No State shall make or enforce any law which shall abridge the privileges or immunities of citizens of the United States. ...
— —Privileges or Immunities Clause of the Fourteenth Amendment

Some have suggested that the Privileges or Immunities Clause would be a more appropriate textual basis than the due process clause for incorporation of the Bill of Rights. It is often said that the Slaughter-House Cases "gutted the privileges or immunities clause" and thus prevented its use for applying the Bill of Rights against the states. In his dissent to Adamson v. California, however, Justice Hugo Black pointed out that the Slaughter-House Cases did not directly involve any right enumerated in the Constitution:

[T]he state law under consideration in the Slaughter-House cases was only challenged as one which authorized a monopoly, and the brief for the challenger properly conceded that there was "no direct constitutional provision against a monopoly." The argument did not invoke any specific provision of the Bill of Rights, but urged that the state monopoly statute violated "the natural right of a person" to do business and engage in his trade or vocation.

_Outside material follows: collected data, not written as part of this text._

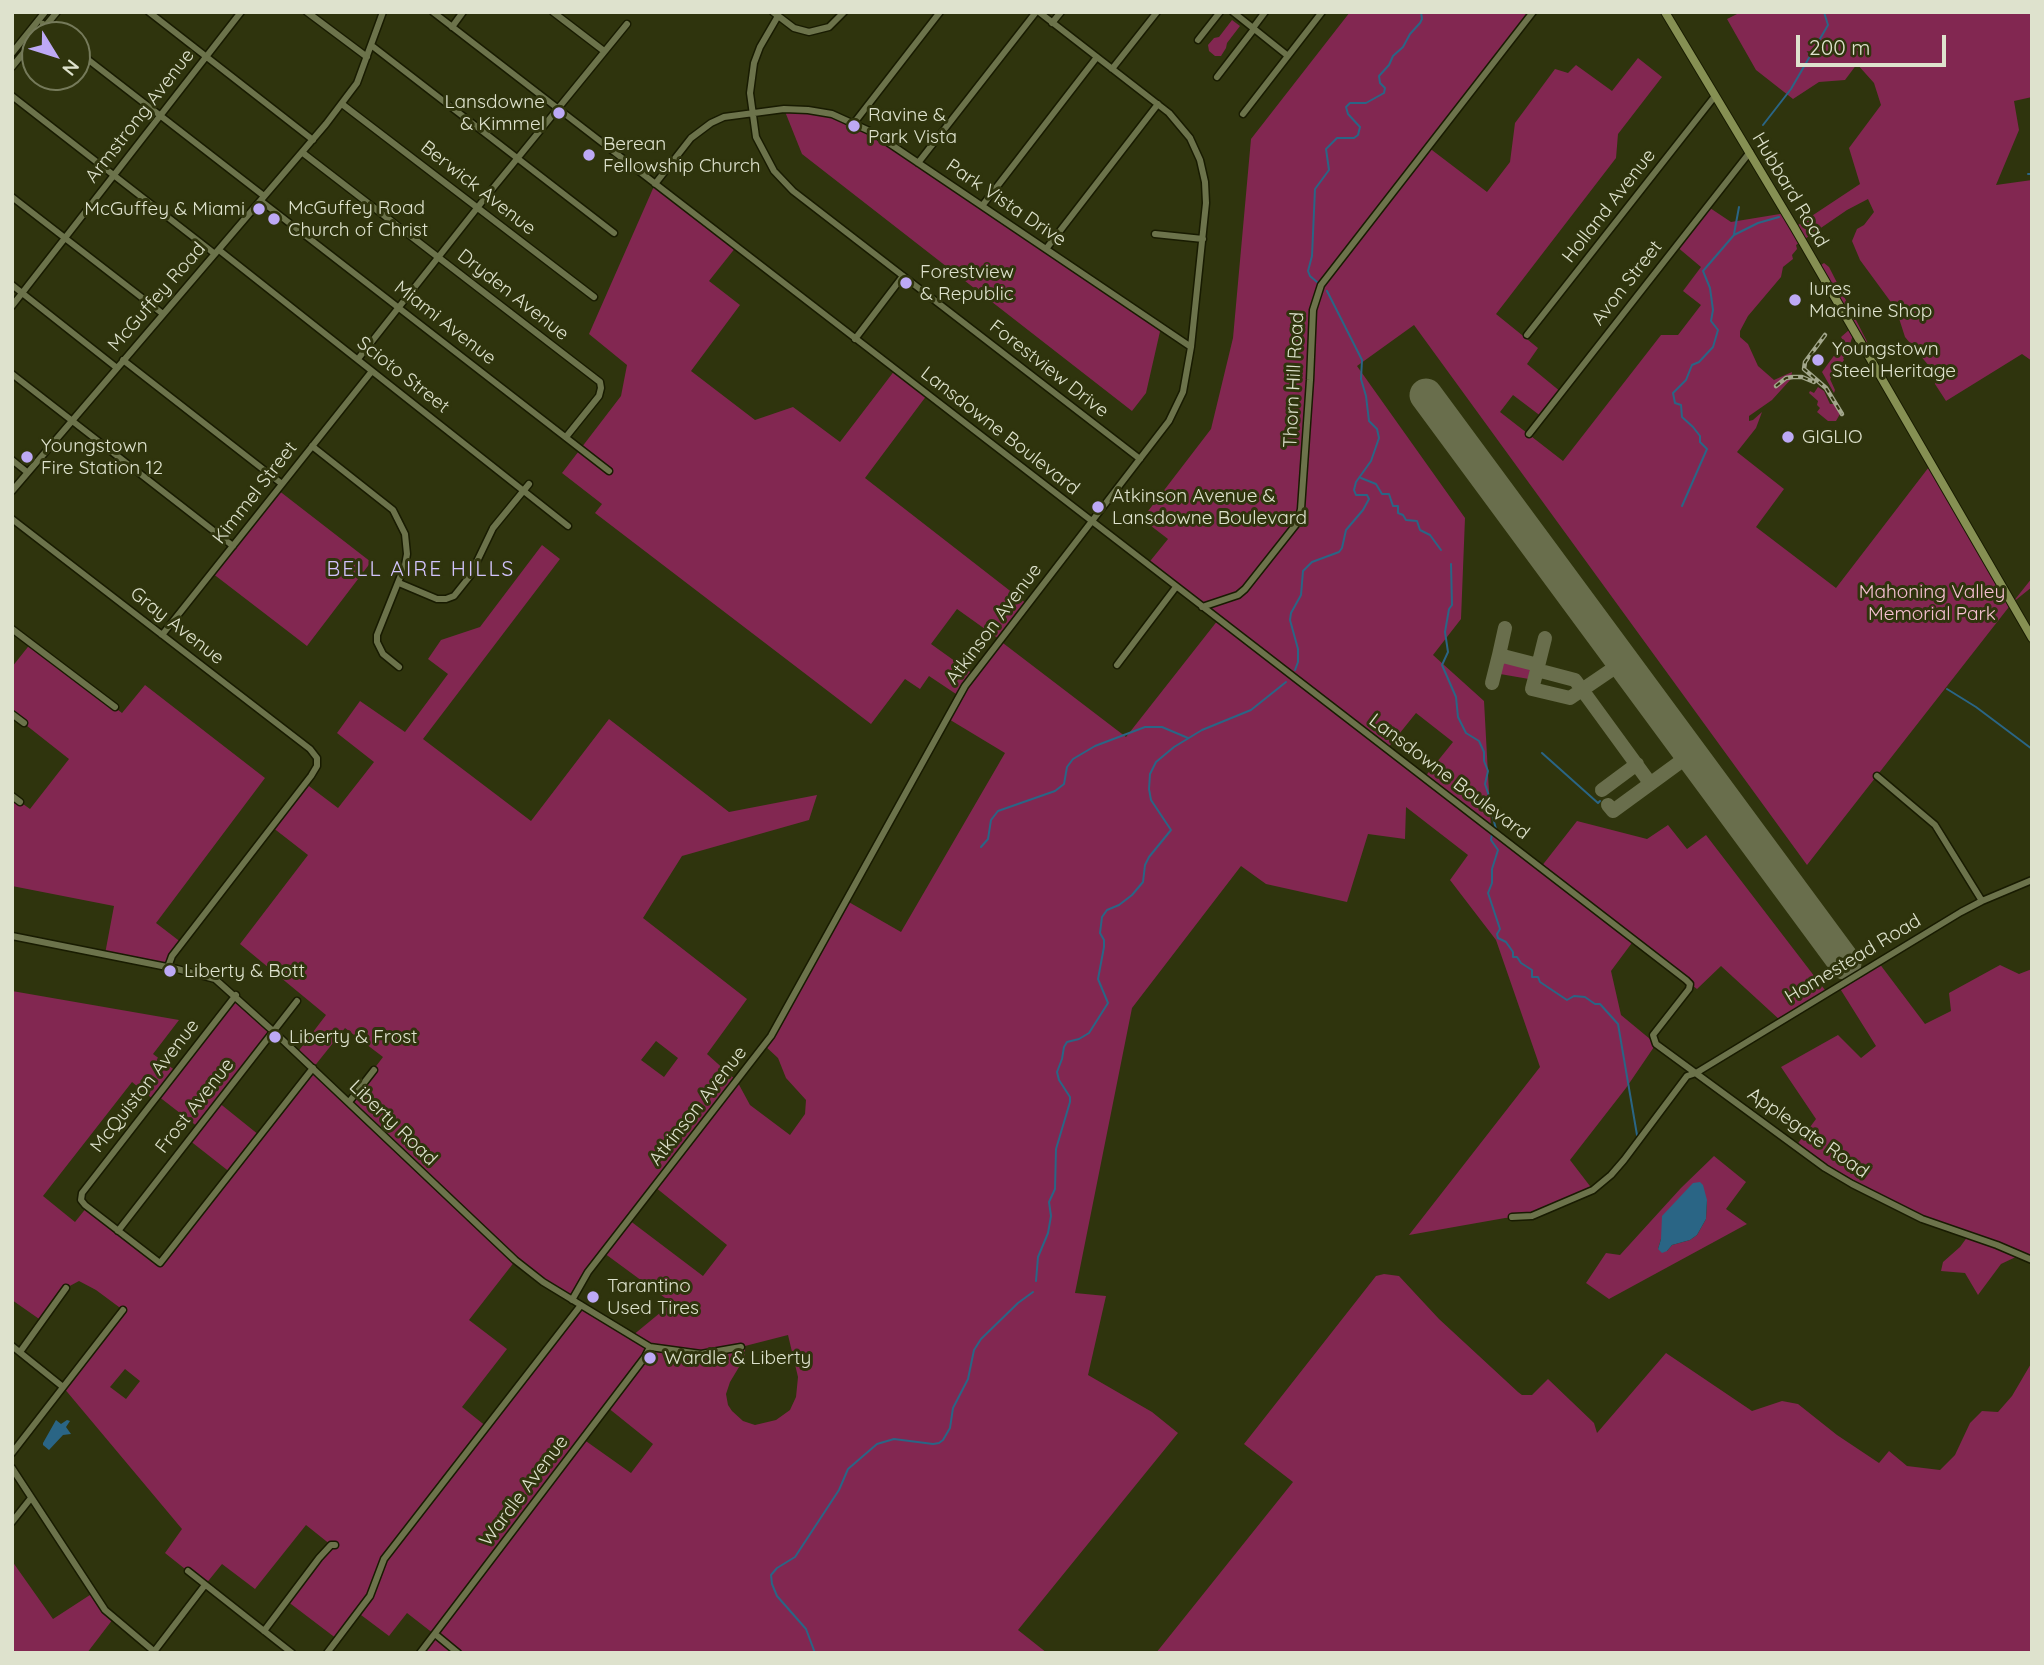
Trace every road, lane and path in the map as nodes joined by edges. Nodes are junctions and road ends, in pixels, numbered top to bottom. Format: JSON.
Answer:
{"nodes":[{"id":1,"x":46,"y":12,"type":"edge"},
{"id":2,"x":149,"y":12,"type":"edge"},
{"id":3,"x":241,"y":12,"type":"edge"},
{"id":4,"x":307,"y":12,"type":"edge"},
{"id":5,"x":383,"y":12,"type":"edge"},
{"id":6,"x":433,"y":12,"type":"edge"},
{"id":7,"x":463,"y":12,"type":"edge"},
{"id":8,"x":553,"y":12,"type":"edge"},
{"id":9,"x":844,"y":12,"type":"edge"},
{"id":10,"x":940,"y":12,"type":"edge"},
{"id":11,"x":1037,"y":12,"type":"edge"},
{"id":12,"x":1061,"y":12,"type":"edge"},
{"id":13,"x":1157,"y":12,"type":"edge"},
{"id":14,"x":1220,"y":12,"type":"edge"},
{"id":15,"x":1233,"y":12,"type":"edge"},
{"id":16,"x":1265,"y":12,"type":"edge"},
{"id":17,"x":1322,"y":12,"type":"edge"},
{"id":18,"x":1533,"y":12,"type":"edge"},
{"id":19,"x":1665,"y":12,"type":"edge"},
{"id":20,"x":775,"y":14,"type":"edge"},
{"id":21,"x":38,"y":21,"type":"edge"},
{"id":22,"x":1052,"y":23,"type":"junction"},
{"id":23,"x":627,"y":24,"type":"dead end"},
{"id":24,"x":452,"y":27,"type":"junction"},
{"id":25,"x":1254,"y":29,"type":"junction"},
{"id":26,"x":1198,"y":40,"type":"dead end"},
{"id":27,"x":371,"y":45,"type":"junction"},
{"id":28,"x":604,"y":51,"type":"junction"},
{"id":29,"x":207,"y":56,"type":"junction"},
{"id":30,"x":1288,"y":56,"type":"junction"},
{"id":31,"x":367,"y":57,"type":"junction"},
{"id":32,"x":1097,"y":57,"type":"junction"},
{"id":33,"x":91,"y":62,"type":"edge"},
{"id":34,"x":1112,"y":69,"type":"junction"},
{"id":35,"x":1217,"y":77,"type":"dead end"},
{"id":36,"x":12,"y":96,"type":"edge"},
{"id":37,"x":1715,"y":96,"type":"junction"},
{"id":38,"x":342,"y":104,"type":"junction"},
{"id":39,"x":1158,"y":104,"type":"junction"},
{"id":40,"x":557,"y":109,"type":"junction"},
{"id":41,"x":751,"y":113,"type":"junction"},
{"id":42,"x":1243,"y":114,"type":"dead end"},
{"id":43,"x":160,"y":115,"type":"junction"},
{"id":44,"x":854,"y":123,"type":"junction"},
{"id":45,"x":313,"y":139,"type":"junction"},
{"id":46,"x":1749,"y":152,"type":"junction"},
{"id":47,"x":303,"y":153,"type":"junction"},
{"id":48,"x":518,"y":159,"type":"junction"},
{"id":49,"x":918,"y":163,"type":"junction"},
{"id":50,"x":114,"y":175,"type":"junction"},
{"id":51,"x":655,"y":184,"type":"junction"},
{"id":52,"x":12,"y":197,"type":"edge"},
{"id":53,"x":262,"y":199,"type":"junction"},
{"id":54,"x":982,"y":206,"type":"junction"},
{"id":55,"x":478,"y":208,"type":"junction"},
{"id":56,"x":614,"y":233,"type":"dead end"},
{"id":57,"x":1155,"y":234,"type":"dead end"},
{"id":58,"x":65,"y":238,"type":"junction"},
{"id":59,"x":1203,"y":239,"type":"junction"},
{"id":60,"x":1046,"y":249,"type":"junction"},
{"id":61,"x":217,"y":252,"type":"junction"},
{"id":62,"x":439,"y":258,"type":"junction"},
{"id":63,"x":903,"y":276,"type":"junction"},
{"id":64,"x":12,"y":285,"type":"edge"},
{"id":65,"x":22,"y":293,"type":"junction"},
{"id":66,"x":594,"y":297,"type":"dead end"},
{"id":67,"x":12,"y":306,"type":"edge"},
{"id":68,"x":399,"y":308,"type":"junction"},
{"id":69,"x":163,"y":314,"type":"junction"},
{"id":70,"x":1527,"y":335,"type":"dead end"},
{"id":71,"x":855,"y":339,"type":"junction"},
{"id":72,"x":1191,"y":347,"type":"junction"},
{"id":73,"x":358,"y":359,"type":"junction"},
{"id":74,"x":123,"y":360,"type":"junction"},
{"id":75,"x":117,"y":368,"type":"junction"},
{"id":76,"x":372,"y":371,"type":"junction"},
{"id":77,"x":12,"y":374,"type":"edge"},
{"id":78,"x":71,"y":420,"type":"junction"},
{"id":79,"x":1529,"y":434,"type":"dead end"},
{"id":80,"x":566,"y":437,"type":"junction"},
{"id":81,"x":312,"y":446,"type":"junction"},
{"id":82,"x":12,"y":460,"type":"edge"},
{"id":83,"x":1140,"y":460,"type":"junction"},
{"id":84,"x":610,"y":471,"type":"dead end"},
{"id":85,"x":27,"y":472,"type":"junction"},
{"id":86,"x":282,"y":484,"type":"junction"},
{"id":87,"x":526,"y":487,"type":"junction"},
{"id":88,"x":12,"y":491,"type":"edge"},
{"id":89,"x":12,"y":519,"type":"edge"},
{"id":90,"x":1091,"y":522,"type":"junction"},
{"id":91,"x":568,"y":526,"type":"dead end"},
{"id":92,"x":233,"y":546,"type":"junction"},
{"id":93,"x":398,"y":583,"type":"junction"},
{"id":94,"x":1176,"y":587,"type":"junction"},
{"id":95,"x":1202,"y":607,"type":"junction"},
{"id":96,"x":12,"y":629,"type":"edge"},
{"id":97,"x":162,"y":635,"type":"junction"},
{"id":98,"x":2032,"y":638,"type":"edge"},
{"id":99,"x":1117,"y":665,"type":"dead end"},
{"id":100,"x":399,"y":667,"type":"dead end"},
{"id":101,"x":115,"y":707,"type":"dead end"},
{"id":102,"x":12,"y":714,"type":"edge"},
{"id":103,"x":24,"y":723,"type":"dead end"},
{"id":104,"x":1877,"y":776,"type":"dead end"},
{"id":105,"x":12,"y":796,"type":"edge"},
{"id":106,"x":20,"y":802,"type":"dead end"},
{"id":107,"x":2032,"y":880,"type":"edge"},
{"id":108,"x":1982,"y":901,"type":"junction"},
{"id":109,"x":12,"y":936,"type":"edge"},
{"id":110,"x":168,"y":967,"type":"junction"},
{"id":111,"x":236,"y":995,"type":"junction"},
{"id":112,"x":296,"y":1001,"type":"dead end"},
{"id":113,"x":273,"y":1031,"type":"junction"},
{"id":114,"x":1656,"y":1044,"type":"joint"},
{"id":115,"x":313,"y":1068,"type":"junction"},
{"id":116,"x":374,"y":1070,"type":"dead end"},
{"id":117,"x":1696,"y":1073,"type":"junction"},
{"id":118,"x":349,"y":1102,"type":"junction"},
{"id":119,"x":1512,"y":1217,"type":"dead end"},
{"id":120,"x":118,"y":1231,"type":"junction"},
{"id":121,"x":2032,"y":1260,"type":"edge"},
{"id":122,"x":66,"y":1288,"type":"dead end"},
{"id":123,"x":572,"y":1300,"type":"junction"},
{"id":124,"x":581,"y":1306,"type":"junction"},
{"id":125,"x":124,"y":1310,"type":"dead end"},
{"id":126,"x":12,"y":1346,"type":"edge"},
{"id":127,"x":650,"y":1347,"type":"junction"},
{"id":128,"x":741,"y":1347,"type":"dead end"},
{"id":129,"x":20,"y":1352,"type":"junction"},
{"id":130,"x":64,"y":1387,"type":"junction"},
{"id":131,"x":12,"y":1453,"type":"edge"},
{"id":132,"x":12,"y":1468,"type":"edge"},
{"id":133,"x":31,"y":1498,"type":"junction"},
{"id":134,"x":12,"y":1522,"type":"edge"},
{"id":135,"x":333,"y":1545,"type":"dead end"},
{"id":136,"x":188,"y":1571,"type":"dead end"},
{"id":137,"x":205,"y":1585,"type":"junction"},
{"id":138,"x":264,"y":1631,"type":"junction"},
{"id":139,"x":435,"y":1634,"type":"junction"},
{"id":140,"x":154,"y":1652,"type":"edge"},
{"id":141,"x":292,"y":1653,"type":"edge"},
{"id":142,"x":327,"y":1653,"type":"edge"},
{"id":143,"x":420,"y":1653,"type":"edge"},
{"id":144,"x":458,"y":1653,"type":"edge"}],
"edges":[{"from":1,"to":21,"type":"street"},
{"from":2,"to":29,"type":"street"},
{"from":3,"to":29,"type":"street","name":"Armstrong Avenue"},
{"from":4,"to":31,"type":"street"},
{"from":5,"to":27,"type":"street","name":"McGuffey Road"},
{"from":6,"to":24,"type":"street","name":"Lansdowne Boulevard"},
{"from":7,"to":24,"type":"street"},
{"from":8,"to":28,"type":"street"},
{"from":9,"to":20,"type":"street"},
{"from":10,"to":44,"type":"street"},
{"from":11,"to":22,"type":"street","name":"Atkinson Avenue"},
{"from":11,"to":49,"type":"street"},
{"from":12,"to":22,"type":"street"},
{"from":13,"to":34,"type":"street"},
{"from":14,"to":26,"type":"street"},
{"from":15,"to":25,"type":"street"},
{"from":16,"to":25,"type":"street"},
{"from":17,"to":30,"type":"street"},
{"from":18,"to":95,"type":"street","name":"Thorn Hill Road"},
{"from":19,"to":37,"type":"main road","name":"Hubbard Road"},
{"from":20,"to":41,"type":"street","name":"Forestview Drive"},
{"from":22,"to":32,"type":"street","name":"Atkinson Avenue"},
{"from":23,"to":28,"type":"street"},
{"from":24,"to":40,"type":"street","name":"Lansdowne Boulevard"},
{"from":25,"to":30,"type":"street"},
{"from":25,"to":35,"type":"street"},
{"from":27,"to":31,"type":"street","name":"McGuffey Road"},
{"from":27,"to":48,"type":"street"},
{"from":28,"to":40,"type":"street"},
{"from":29,"to":43,"type":"street","name":"Armstrong Avenue"},
{"from":29,"to":45,"type":"street"},
{"from":30,"to":42,"type":"street"},
{"from":31,"to":38,"type":"street","name":"McGuffey Road"},
{"from":32,"to":34,"type":"street","name":"Atkinson Avenue"},
{"from":32,"to":54,"type":"street"},
{"from":33,"to":43,"type":"street","name":"Miami Avenue"},
{"from":34,"to":39,"type":"street","name":"Atkinson Avenue"},
{"from":36,"to":50,"type":"street","name":"Scioto Street"},
{"from":37,"to":46,"type":"main road","name":"Hubbard Road"},
{"from":37,"to":70,"type":"street","name":"Holland Avenue"},
{"from":38,"to":45,"type":"street","name":"McGuffey Road"},
{"from":38,"to":55,"type":"street","name":"Berwick Avenue"},
{"from":39,"to":59,"type":"street","name":"Atkinson Avenue"},
{"from":39,"to":60,"type":"street"},
{"from":40,"to":48,"type":"street"},
{"from":40,"to":51,"type":"street","name":"Lansdowne Boulevard"},
{"from":41,"to":44,"type":"street","name":"Park Vista Drive"},
{"from":41,"to":51,"type":"street","name":"Park Vista Drive"},
{"from":41,"to":63,"type":"street","name":"Forestview Drive"},
{"from":43,"to":50,"type":"street","name":"Armstrong Avenue"},
{"from":43,"to":53,"type":"street","name":"Miami Avenue"},
{"from":44,"to":49,"type":"street","name":"Park Vista Drive"},
{"from":45,"to":47,"type":"street","name":"McGuffey Road"},
{"from":46,"to":79,"type":"street","name":"Avon Street"},
{"from":46,"to":98,"type":"main road","name":"Hubbard Road"},
{"from":47,"to":53,"type":"street","name":"McGuffey Road"},
{"from":47,"to":62,"type":"street","name":"Dryden Avenue"},
{"from":48,"to":55,"type":"street"},
{"from":48,"to":56,"type":"street"},
{"from":49,"to":54,"type":"street","name":"Park Vista Drive"},
{"from":50,"to":58,"type":"street","name":"Armstrong Avenue"},
{"from":50,"to":61,"type":"street","name":"Scioto Street"},
{"from":51,"to":71,"type":"street","name":"Lansdowne Boulevard"},
{"from":52,"to":58,"type":"street"},
{"from":53,"to":61,"type":"street","name":"McGuffey Road"},
{"from":53,"to":68,"type":"street","name":"Miami Avenue"},
{"from":54,"to":60,"type":"street","name":"Park Vista Drive"},
{"from":55,"to":62,"type":"street"},
{"from":55,"to":66,"type":"street","name":"Berwick Avenue"},
{"from":57,"to":59,"type":"street"},
{"from":58,"to":65,"type":"street","name":"Armstrong Avenue"},
{"from":58,"to":69,"type":"street"},
{"from":59,"to":72,"type":"street","name":"Atkinson Avenue"},
{"from":60,"to":72,"type":"street","name":"Park Vista Drive"},
{"from":61,"to":69,"type":"street","name":"McGuffey Road"},
{"from":61,"to":73,"type":"street","name":"Scioto Street"},
{"from":62,"to":68,"type":"street"},
{"from":62,"to":80,"type":"street","name":"Dryden Avenue"},
{"from":63,"to":71,"type":"street"},
{"from":63,"to":83,"type":"street","name":"Forestview Drive"},
{"from":64,"to":65,"type":"street"},
{"from":65,"to":67,"type":"street","name":"Armstrong Avenue"},
{"from":65,"to":75,"type":"street"},
{"from":68,"to":73,"type":"street"},
{"from":68,"to":80,"type":"street","name":"Miami Avenue"},
{"from":69,"to":74,"type":"street","name":"McGuffey Road"},
{"from":71,"to":90,"type":"street","name":"Lansdowne Boulevard"},
{"from":72,"to":83,"type":"street","name":"Atkinson Avenue"},
{"from":73,"to":76,"type":"street","name":"Scioto Street"},
{"from":74,"to":75,"type":"street","name":"McGuffey Road"},
{"from":74,"to":86,"type":"street"},
{"from":75,"to":78,"type":"street","name":"McGuffey Road"},
{"from":76,"to":81,"type":"street","name":"Kimmel Street"},
{"from":76,"to":87,"type":"street","name":"Scioto Street"},
{"from":77,"to":78,"type":"street"},
{"from":78,"to":85,"type":"street","name":"McGuffey Road"},
{"from":78,"to":92,"type":"street"},
{"from":80,"to":84,"type":"street","name":"Miami Avenue"},
{"from":81,"to":86,"type":"street","name":"Kimmel Street"},
{"from":81,"to":93,"type":"street"},
{"from":82,"to":85,"type":"street"},
{"from":83,"to":90,"type":"street","name":"Atkinson Avenue"},
{"from":85,"to":88,"type":"street","name":"McGuffey Road"},
{"from":86,"to":92,"type":"street","name":"Kimmel Street"},
{"from":87,"to":91,"type":"street","name":"Scioto Street"},
{"from":87,"to":93,"type":"street"},
{"from":89,"to":97,"type":"street","name":"Gray Avenue"},
{"from":90,"to":94,"type":"street","name":"Lansdowne Boulevard"},
{"from":90,"to":123,"type":"street","name":"Atkinson Avenue"},
{"from":92,"to":97,"type":"street","name":"Kimmel Street"},
{"from":93,"to":100,"type":"street"},
{"from":94,"to":95,"type":"street","name":"Lansdowne Boulevard"},
{"from":94,"to":99,"type":"street"},
{"from":95,"to":114,"type":"street","name":"Lansdowne Boulevard"},
{"from":96,"to":101,"type":"street"},
{"from":97,"to":110,"type":"street","name":"Gray Avenue"},
{"from":102,"to":103,"type":"street"},
{"from":104,"to":108,"type":"street"},
{"from":105,"to":106,"type":"street"},
{"from":107,"to":108,"type":"street","name":"Homestead Road"},
{"from":108,"to":117,"type":"street","name":"Homestead Road"},
{"from":109,"to":110,"type":"street","name":"Liberty Road"},
{"from":110,"to":111,"type":"street","name":"Liberty Road"},
{"from":111,"to":113,"type":"street","name":"Liberty Road"},
{"from":111,"to":120,"type":"street","name":"McQuiston Avenue"},
{"from":112,"to":113,"type":"street","name":"Frost Avenue"},
{"from":113,"to":115,"type":"street","name":"Liberty Road"},
{"from":113,"to":120,"type":"street","name":"Frost Avenue"},
{"from":114,"to":117,"type":"street","name":"Applegate Road"},
{"from":115,"to":118,"type":"street","name":"Liberty Road"},
{"from":115,"to":120,"type":"street"},
{"from":116,"to":118,"type":"street"},
{"from":117,"to":119,"type":"street","name":"Homestead Road"},
{"from":117,"to":121,"type":"street","name":"Applegate Road"},
{"from":118,"to":123,"type":"street","name":"Liberty Road"},
{"from":122,"to":129,"type":"street"},
{"from":123,"to":124,"type":"street","name":"Liberty Road"},
{"from":124,"to":127,"type":"street","name":"Liberty Road"},
{"from":124,"to":142,"type":"street"},
{"from":125,"to":130,"type":"street"},
{"from":126,"to":129,"type":"street"},
{"from":127,"to":128,"type":"street","name":"Liberty Road"},
{"from":127,"to":139,"type":"street","name":"Wardle Avenue"},
{"from":129,"to":130,"type":"street"},
{"from":130,"to":131,"type":"street"},
{"from":132,"to":133,"type":"street"},
{"from":133,"to":134,"type":"street"},
{"from":133,"to":140,"type":"street"},
{"from":135,"to":138,"type":"street"},
{"from":136,"to":137,"type":"street"},
{"from":137,"to":138,"type":"street"},
{"from":137,"to":140,"type":"street"},
{"from":138,"to":141,"type":"street"},
{"from":139,"to":143,"type":"street","name":"Wardle Avenue"},
{"from":139,"to":144,"type":"street"}]}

Thus, in Black's view, the Slaughterhouse Cases should not impede incorporation of the Bill of Rights against the states, via the Privileges or Immunities Clause. Some scholars go even further, and argue that the Slaughterhouse Cases affirmatively supported incorporation of the Bill of Rights against the states. In dicta, Justice Miller's opinion in Slaughterhouse went so far as to acknowledge that the "right to peaceably assemble and petition for redress of grievances ... are rights of the citizen guaranteed by the Federal Constitution," although in context Miller may have only been referring to assemblies for petitioning the federal government.

In the 2010 landmark case McDonald v. Chicago, the Supreme Court declared the Second Amendment is incorporated through the Due Process Clause. However, Justice Thomas, the fifth justice in the majority, criticized substantive due process and declared instead that he reached the same incorporation only through the Privileges or Immunities Clause. This is considered by some as a "revival" of the Privileges or Immunities Clause, however as it is a concurring opinion and not the majority opinion in the case, it is not binding precedent in lower courts; it is merely an indication that SCOTUS may be inclined, given the proper question, to reconsider and ultimately reverse the Slaughterhouse Cases.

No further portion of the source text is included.